For decades we've warned consumers about the importance of protecting their eyes from the sun's harmful UV rays. We know that UV light is harmful to our eyes, linked to cataract development and skin cancer. Therefore, we never prescribe a sunglass without UV protection. In fact, doing so would simply be unethical. Over the last several years we have been learning more about the new threat— high-energy visible (HEV) light, or otherwise referred to as blue light. It's nearly impossible to avoid the conversation with regards to blue light today as it has become one of the most talked about and written topics in the optical industry for various reasons. It has become a well-known fact that certain wavelengths of blue light can affect our sleep patterns by suppressing melatonin production when our eyes' exposure is too close to bedtime. This is of particular concern with longer blue wavelengths of approximately 460 to 490 which sleep scientists indicate are the wavelengths that our intrinsically photoreceptive retinal ganglion cells are most entrained to.

As our concern with ozone layer depletion grows, and the increase of the sun's harmful rays increases with that concern, we cannot ignore the intensity of blue light being transmitted from the sun.

The transmission charts below show the intensity of the various wavelengths (colors) from three separate light sources (Blue Light Hazard: New Knowledge, New Approaches to Maintaining Ocular Health, UV-BluelightEbook-edition-2-web). Blue light is present indoors and outdoors. However, the amount of blue light present in daylight conditions is significantly higher than indoor artificial sources, devices and lighting.


Significant research has been done in this area, and the results are ALARMING! Blue light can cause irreversible damage to the retina as noted in the below chart that shows how various wavelengths of blue light contribute to retinal cell death.

Not all lenses are created equally. HEV Blue light has a broadband within the visible light spectrum, and sunglass manufacturers can make claims that their lenses absorb harmful blue light because of their ability to effectively absorb up to 400 nm. This is also true with most polarized lenses. While their claims for absorbing blue light are true, it is important to fully understand their ability to filter beyond 400 nm when recommending lens options for those who want exceptional clarity and protection.

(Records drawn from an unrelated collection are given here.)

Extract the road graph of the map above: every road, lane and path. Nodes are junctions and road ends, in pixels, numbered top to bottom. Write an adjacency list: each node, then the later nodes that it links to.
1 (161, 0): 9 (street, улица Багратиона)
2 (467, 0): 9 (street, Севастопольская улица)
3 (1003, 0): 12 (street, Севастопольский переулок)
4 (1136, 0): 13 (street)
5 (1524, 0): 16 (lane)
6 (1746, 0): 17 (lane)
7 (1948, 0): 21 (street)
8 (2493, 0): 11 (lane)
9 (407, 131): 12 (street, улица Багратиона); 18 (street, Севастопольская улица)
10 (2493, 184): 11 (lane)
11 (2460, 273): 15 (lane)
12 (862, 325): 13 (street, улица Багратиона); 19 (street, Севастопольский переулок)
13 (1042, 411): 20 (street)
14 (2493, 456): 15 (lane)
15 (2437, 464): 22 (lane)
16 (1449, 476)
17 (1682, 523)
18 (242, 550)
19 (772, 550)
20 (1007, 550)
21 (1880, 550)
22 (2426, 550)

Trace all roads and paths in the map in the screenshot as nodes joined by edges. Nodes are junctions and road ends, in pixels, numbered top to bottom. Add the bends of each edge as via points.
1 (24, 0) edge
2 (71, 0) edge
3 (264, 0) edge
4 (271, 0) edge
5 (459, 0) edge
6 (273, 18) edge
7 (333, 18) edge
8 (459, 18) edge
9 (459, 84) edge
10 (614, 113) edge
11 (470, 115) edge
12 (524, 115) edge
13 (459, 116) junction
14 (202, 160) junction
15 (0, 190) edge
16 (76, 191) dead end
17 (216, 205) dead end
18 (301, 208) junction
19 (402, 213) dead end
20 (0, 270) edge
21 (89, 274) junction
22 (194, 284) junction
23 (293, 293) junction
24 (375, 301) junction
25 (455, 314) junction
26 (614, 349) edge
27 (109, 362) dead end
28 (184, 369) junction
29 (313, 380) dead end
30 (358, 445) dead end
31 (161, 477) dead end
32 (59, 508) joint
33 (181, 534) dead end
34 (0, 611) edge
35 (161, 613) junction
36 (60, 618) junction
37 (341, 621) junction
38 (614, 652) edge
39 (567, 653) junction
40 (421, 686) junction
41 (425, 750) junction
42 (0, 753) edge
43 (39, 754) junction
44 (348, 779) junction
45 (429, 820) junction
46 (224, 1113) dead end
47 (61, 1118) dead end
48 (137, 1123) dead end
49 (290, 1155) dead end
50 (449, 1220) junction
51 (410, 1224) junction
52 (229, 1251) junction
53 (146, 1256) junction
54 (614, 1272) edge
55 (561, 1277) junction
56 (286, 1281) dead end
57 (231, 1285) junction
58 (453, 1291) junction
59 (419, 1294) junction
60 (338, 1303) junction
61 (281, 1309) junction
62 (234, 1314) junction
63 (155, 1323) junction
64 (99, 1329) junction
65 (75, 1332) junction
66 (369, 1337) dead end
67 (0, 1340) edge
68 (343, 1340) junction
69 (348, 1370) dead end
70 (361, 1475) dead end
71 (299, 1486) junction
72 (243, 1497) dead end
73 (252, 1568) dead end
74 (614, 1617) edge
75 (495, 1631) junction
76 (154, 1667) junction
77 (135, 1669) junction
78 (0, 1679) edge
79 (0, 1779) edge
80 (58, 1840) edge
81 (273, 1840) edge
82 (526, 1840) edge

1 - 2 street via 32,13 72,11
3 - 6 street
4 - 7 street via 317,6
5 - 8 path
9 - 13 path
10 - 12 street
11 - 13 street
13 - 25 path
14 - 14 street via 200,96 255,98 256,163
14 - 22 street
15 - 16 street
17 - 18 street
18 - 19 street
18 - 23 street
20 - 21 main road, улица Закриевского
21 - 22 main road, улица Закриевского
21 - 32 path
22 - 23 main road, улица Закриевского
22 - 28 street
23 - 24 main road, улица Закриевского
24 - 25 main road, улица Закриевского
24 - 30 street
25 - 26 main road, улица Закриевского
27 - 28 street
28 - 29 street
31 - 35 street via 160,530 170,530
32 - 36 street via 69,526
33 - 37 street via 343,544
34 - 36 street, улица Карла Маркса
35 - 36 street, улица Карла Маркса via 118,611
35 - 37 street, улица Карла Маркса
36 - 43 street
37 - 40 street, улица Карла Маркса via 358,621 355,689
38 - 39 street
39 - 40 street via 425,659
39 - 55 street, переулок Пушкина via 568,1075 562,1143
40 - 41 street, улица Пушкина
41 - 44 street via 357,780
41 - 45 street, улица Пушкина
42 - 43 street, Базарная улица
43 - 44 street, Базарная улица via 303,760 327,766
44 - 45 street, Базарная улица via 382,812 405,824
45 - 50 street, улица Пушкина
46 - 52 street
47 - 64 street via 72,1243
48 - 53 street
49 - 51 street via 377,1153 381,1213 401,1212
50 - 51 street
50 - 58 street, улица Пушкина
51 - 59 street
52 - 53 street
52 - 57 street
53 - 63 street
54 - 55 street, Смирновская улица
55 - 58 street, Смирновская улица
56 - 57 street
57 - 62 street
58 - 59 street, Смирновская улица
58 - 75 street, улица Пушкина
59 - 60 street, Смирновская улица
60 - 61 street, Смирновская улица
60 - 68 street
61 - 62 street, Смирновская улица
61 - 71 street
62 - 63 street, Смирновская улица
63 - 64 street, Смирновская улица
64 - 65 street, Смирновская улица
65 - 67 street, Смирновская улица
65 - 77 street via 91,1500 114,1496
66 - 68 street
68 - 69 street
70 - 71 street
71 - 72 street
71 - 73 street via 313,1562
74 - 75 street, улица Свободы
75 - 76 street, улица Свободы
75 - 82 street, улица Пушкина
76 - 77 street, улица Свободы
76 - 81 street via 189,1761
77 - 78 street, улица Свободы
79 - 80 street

As seen in the transmission curves of color-enhancing lenses, their ability to boost the absorption rates of HEV up to 430 nm results in superior protection. The greater the absorption rate of HEV, the greater the protection to the eye.

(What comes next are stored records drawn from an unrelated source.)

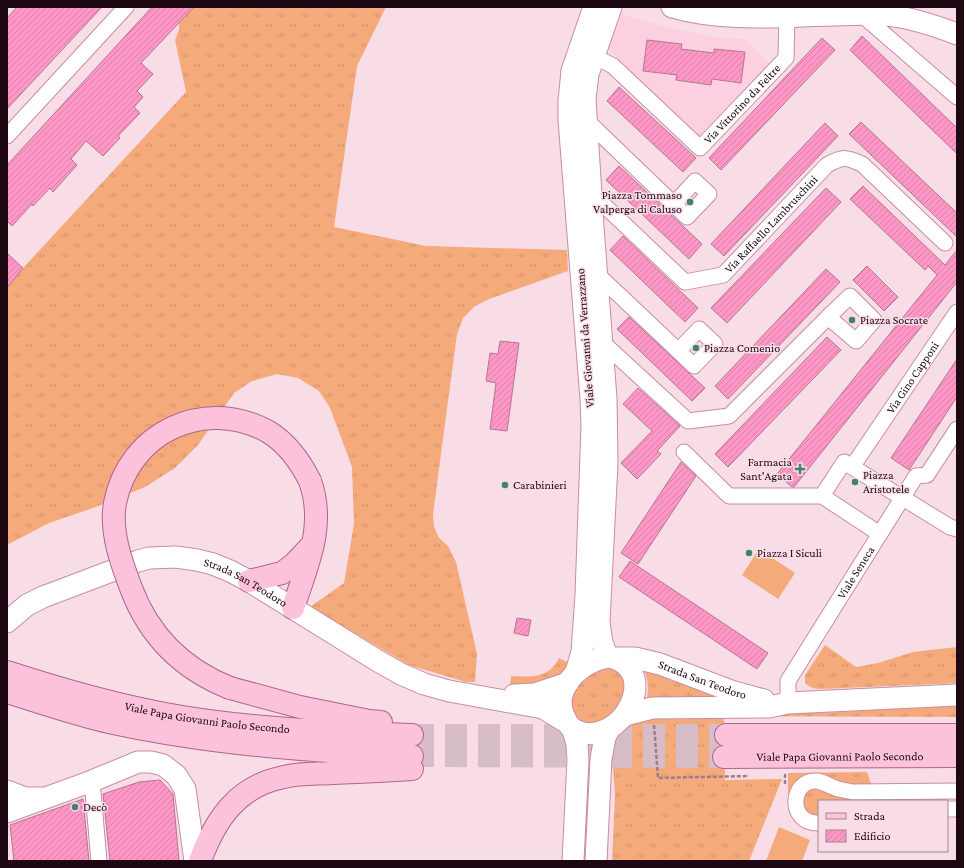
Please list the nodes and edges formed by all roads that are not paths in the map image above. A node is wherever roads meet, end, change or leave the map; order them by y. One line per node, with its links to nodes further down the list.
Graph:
1 (126, 7): 11 (street)
2 (594, 7): 8 (main road, Viale Giovanni da Verrazzano)
3 (611, 7): 8 (main road, Viale Giovanni da Verrazzano)
4 (672, 7): 6 (main road)
5 (861, 14): 6 (main road); 7 (main road); 9 (street)
6 (787, 16): 8 (street, Via Vittorino da Feltre)
7 (957, 34)
8 (585, 67): 10 (main road, Viale Giovanni da Verrazzano); 33 (main road, Viale Giovanni da Verrazzano)
9 (957, 97)
10 (586, 119): 12 (main road, Viale Giovanni da Verrazzano); 13 (street)
11 (7, 136)
12 (591, 198): 14 (street, Via Raffaello Lambruschini); 15 (main road, Viale Giovanni da Verrazzano)
13 (671, 201)
14 (945, 243)
15 (598, 275): 18 (main road, Viale Giovanni da Verrazzano); 19 (street)
16 (957, 312): 22 (street, Via Gino Capponi)
17 (828, 317): 18 (street)
18 (602, 342): 31 (main road, Viale Giovanni da Verrazzano)
19 (675, 347)
20 (957, 429): 24 (street, Viale Seneca)
21 (684, 452): 23 (street)
22 (852, 467): 23 (street); 24 (street)
23 (822, 496): 26 (street)
24 (902, 498): 25 (street); 26 (street, Viale Seneca)
25 (957, 529)
26 (880, 534): 37 (street, Viale Seneca)
27 (313, 544): 28 (main road); 29 (main road); 43 (main road, bridge)
28 (248, 581): 29 (main road, Strada San Teodoro); 30 (main road, Strada San Teodoro)
29 (293, 608): 35 (main road, Strada San Teodoro)
30 (7, 622)
31 (613, 658): 33 (main road); 37 (main road, Strada San Teodoro); 38 (main road)
32 (7, 672): 40 (main road, Viale Papa Giovanni Paolo Secondo)
33 (572, 678): 35 (main road, Strada San Teodoro); 39 (main road)
34 (7, 692): 40 (main road, Viale Papa Giovanni Paolo Secondo)
35 (476, 696): 39 (main road, Strada San Teodoro)
36 (957, 696): 37 (main road, Strada San Teodoro)
37 (788, 703): 38 (main road, Strada San Teodoro)
38 (617, 721): 39 (main road); 56 (main road)
39 (570, 726): 55 (main road)
40 (218, 731): 43 (main road, Viale Papa Giovanni Paolo Secondo)
41 (726, 735): 42 (main road, Viale Papa Giovanni Paolo Secondo)
42 (957, 735)
43 (412, 746): 54 (main road)
44 (957, 756): 45 (main road, Viale Papa Giovanni Paolo Secondo)
45 (724, 757)
46 (92, 781): 49 (main road); 52 (street); 53 (main road)
47 (7, 791): 49 (main road)
48 (957, 791): 51 (street)
49 (44, 798): 50 (main road)
50 (7, 812)
51 (818, 823)
52 (99, 861)
53 (195, 861)
54 (200, 861)
55 (573, 861)
56 (596, 861)

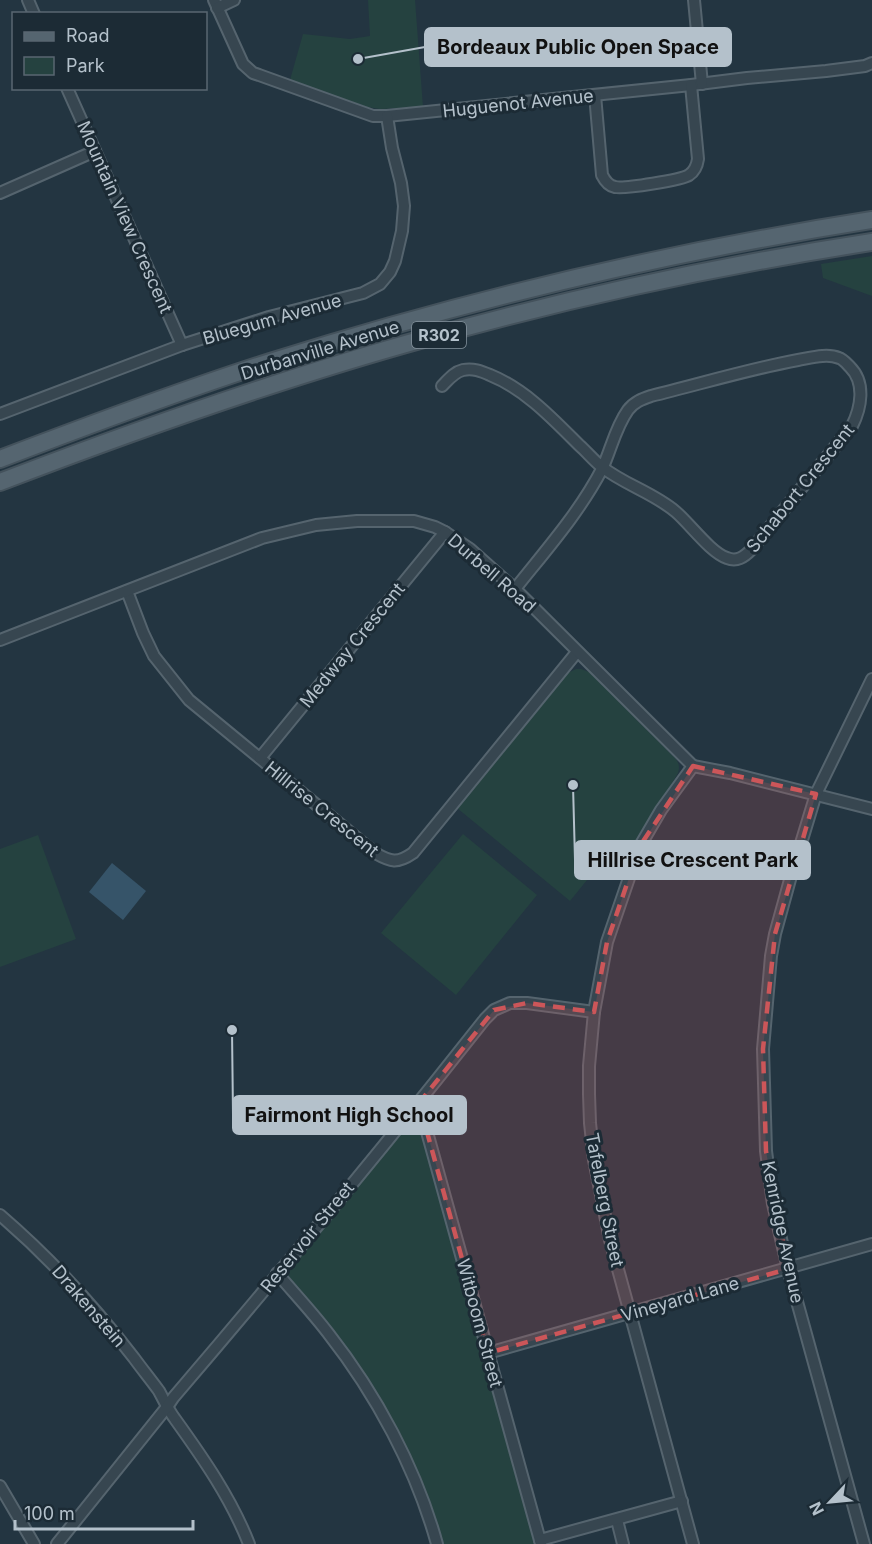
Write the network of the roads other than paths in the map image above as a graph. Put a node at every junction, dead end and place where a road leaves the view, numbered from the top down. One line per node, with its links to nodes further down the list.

Overall, color-enhancing sunglass lenses provide you with a new opportunity to offer your patients the most advanced lens technology for better visual clarity and superior protection. The ability of the team to understand your customer's needs and effectively recommend appropriate solutions will increase second pair sales while maximizing revenue potential for your practice. When done properly and consistently, the likelihood of word of mouth (WOM) advertising increases for your business.